Synergy between nutrients and warming enhances methane ebullition from experimental lakes
New publication by Thomas A. Davidson, Joachim Audet, Erik Jeppesen, Frank Landkildehus, Torben L. Lauridsen, Martin Søndergaard, Jari Syväranta
Lakes and ponds are important natural sources of the potent greenhouse gas methane (CH4), with small shallow waters identified as particular hotspots1,2. Ebullition (bubbles) of CH4 makes up a large proportion of total CH4 flux3,4. However, difficulty measuring such episodic events5 makes prediction of how ebullition responds to nutrient enrichment and rising temperatures challenging. Here, the world’s longest running, mesocosm-based, shallow lake climate change experiment was used to investigate how the combination of warming and eutrophication (that is, nutrient enrichment) affects CH4 ebullition.

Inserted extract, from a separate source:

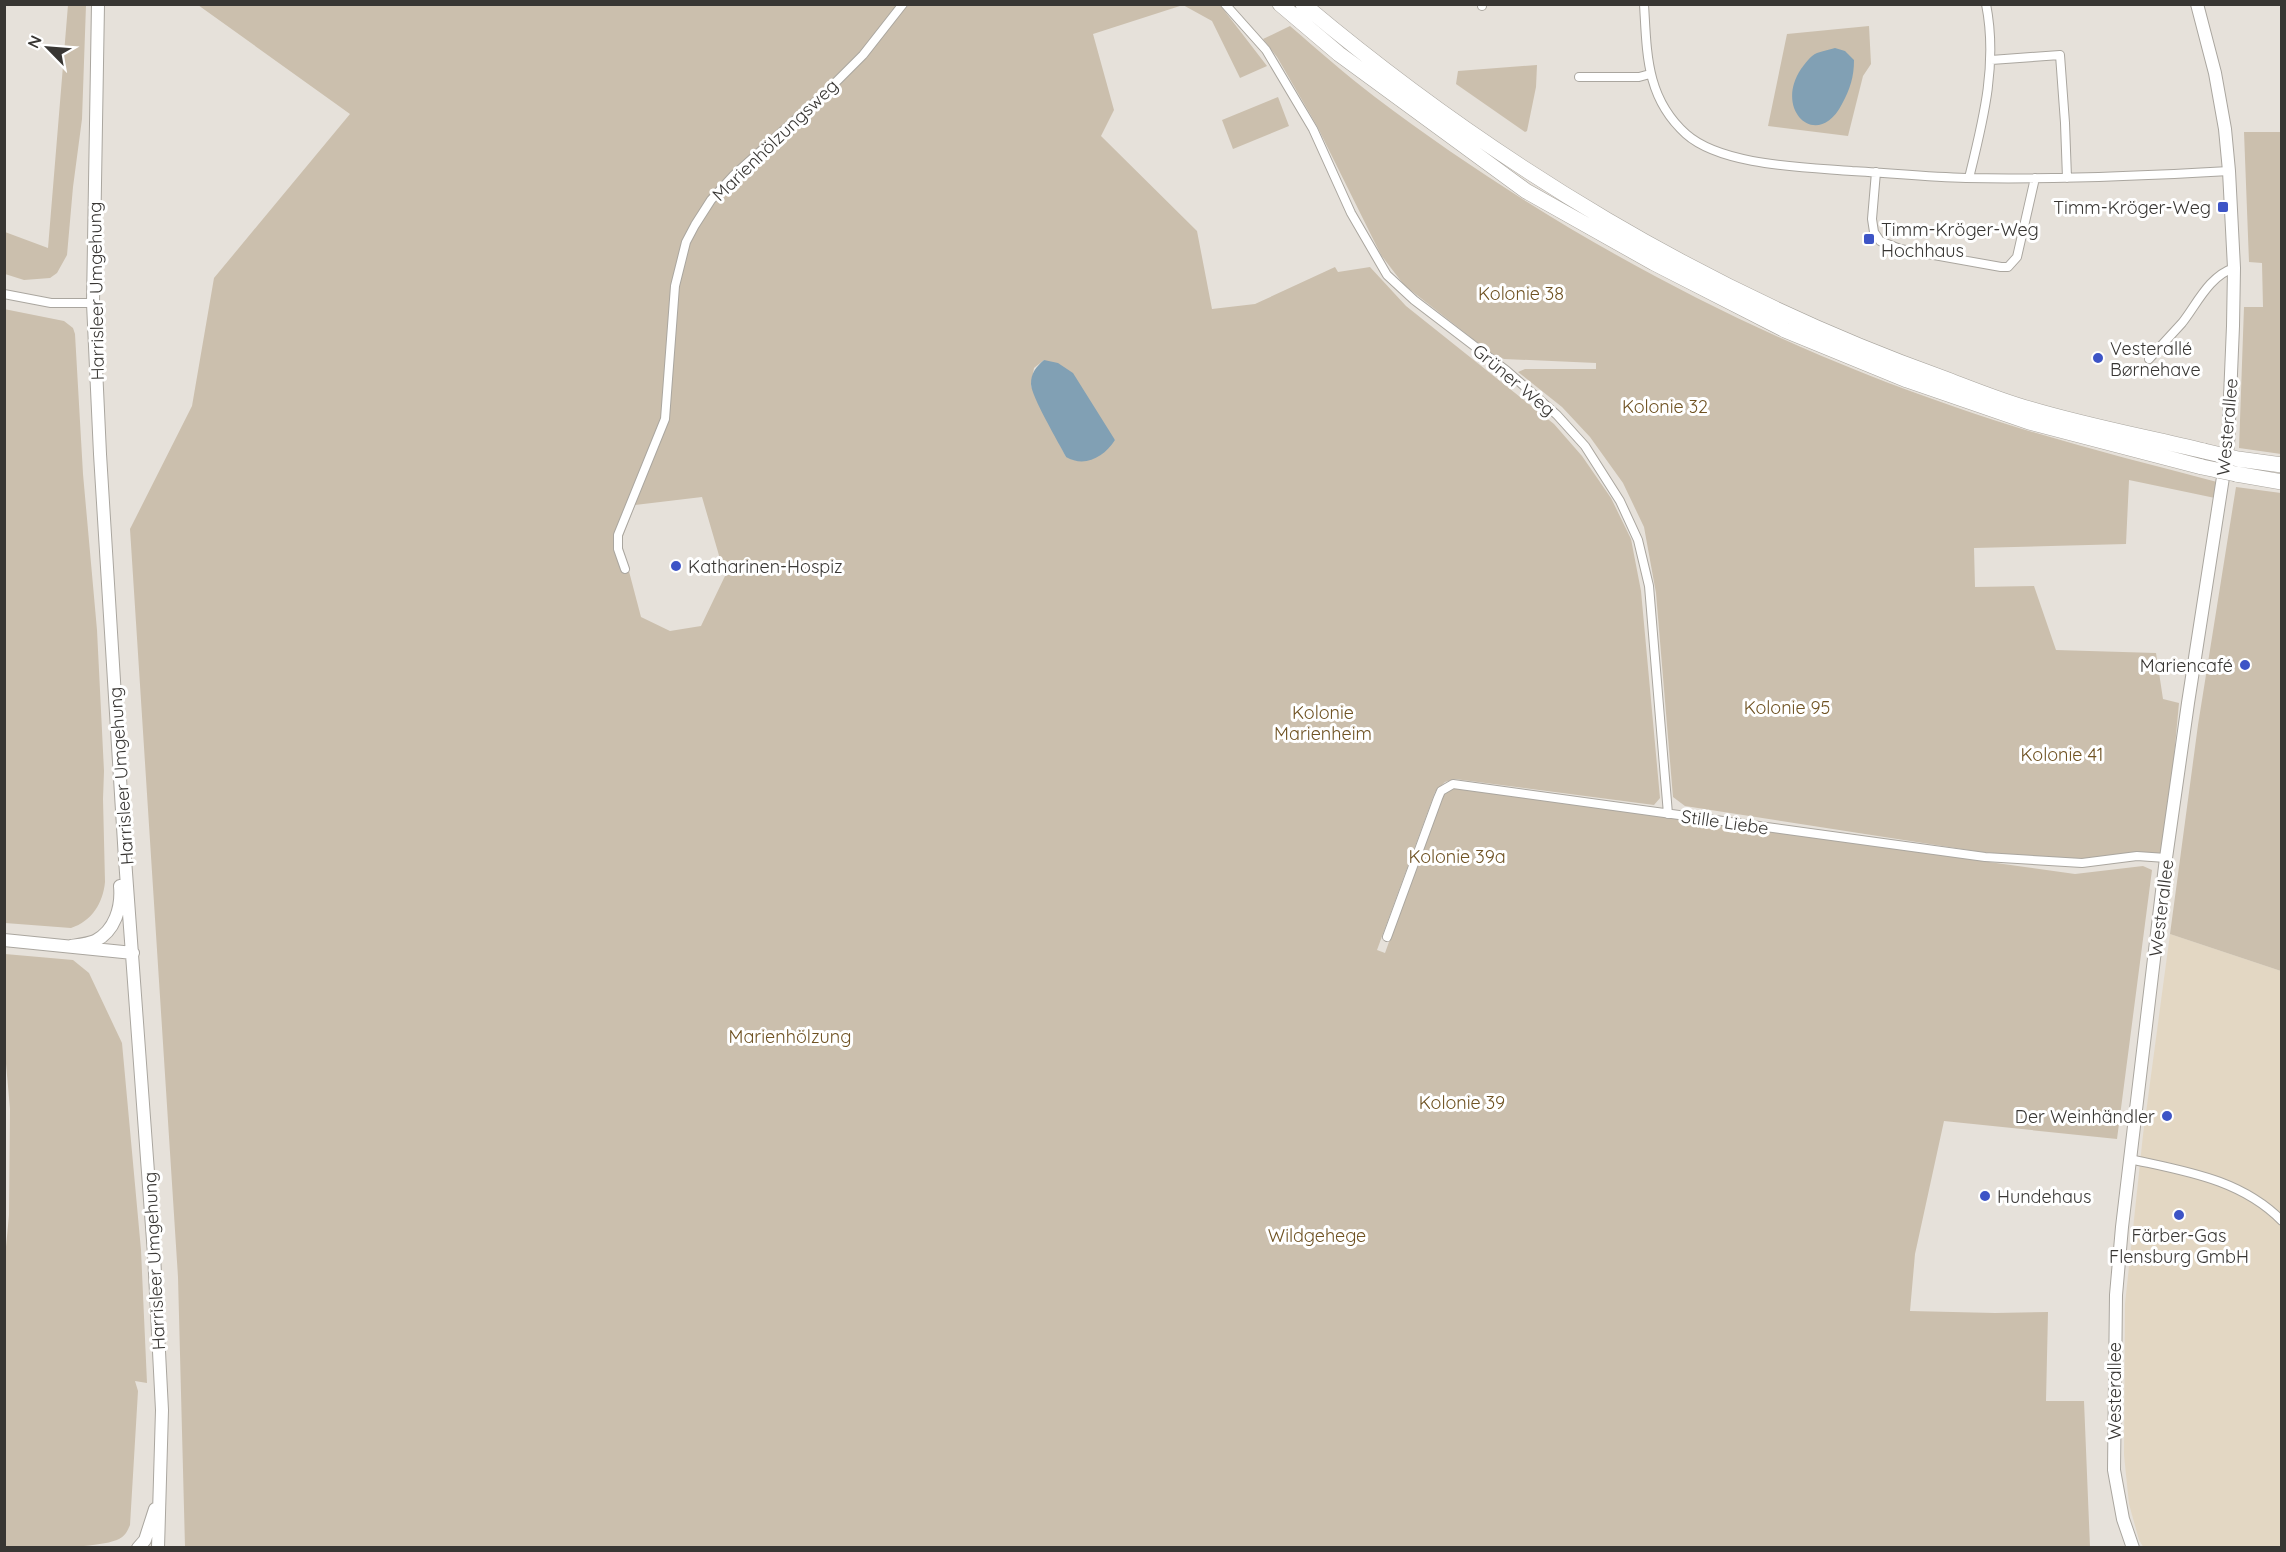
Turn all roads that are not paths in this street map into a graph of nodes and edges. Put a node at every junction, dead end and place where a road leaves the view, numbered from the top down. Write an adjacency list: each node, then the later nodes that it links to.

Eutrophication without heating increased the relative contribution of ebullition from 51% to 75%. More strikingly the combination of nutrient enrichment and experimental warming treatments of +2–3 °C and +4–5 °C had a synergistic effect, increasing mean annual ebullition by at least 1900 mg CH4-C m−2 yr−1. In contrast, diffusive flux showed no response to eutrophication and only a small increase at higher temperatures (average 63 mg CH4–C m−2 yr−1). As shallow lakes are the most common lake type globally, abundant in highly climate sensitive regions6 and most vulnerable to eutrophication, these results suggest their current and future contributions to atmospheric CH4 concentrations may be significantly underestimated.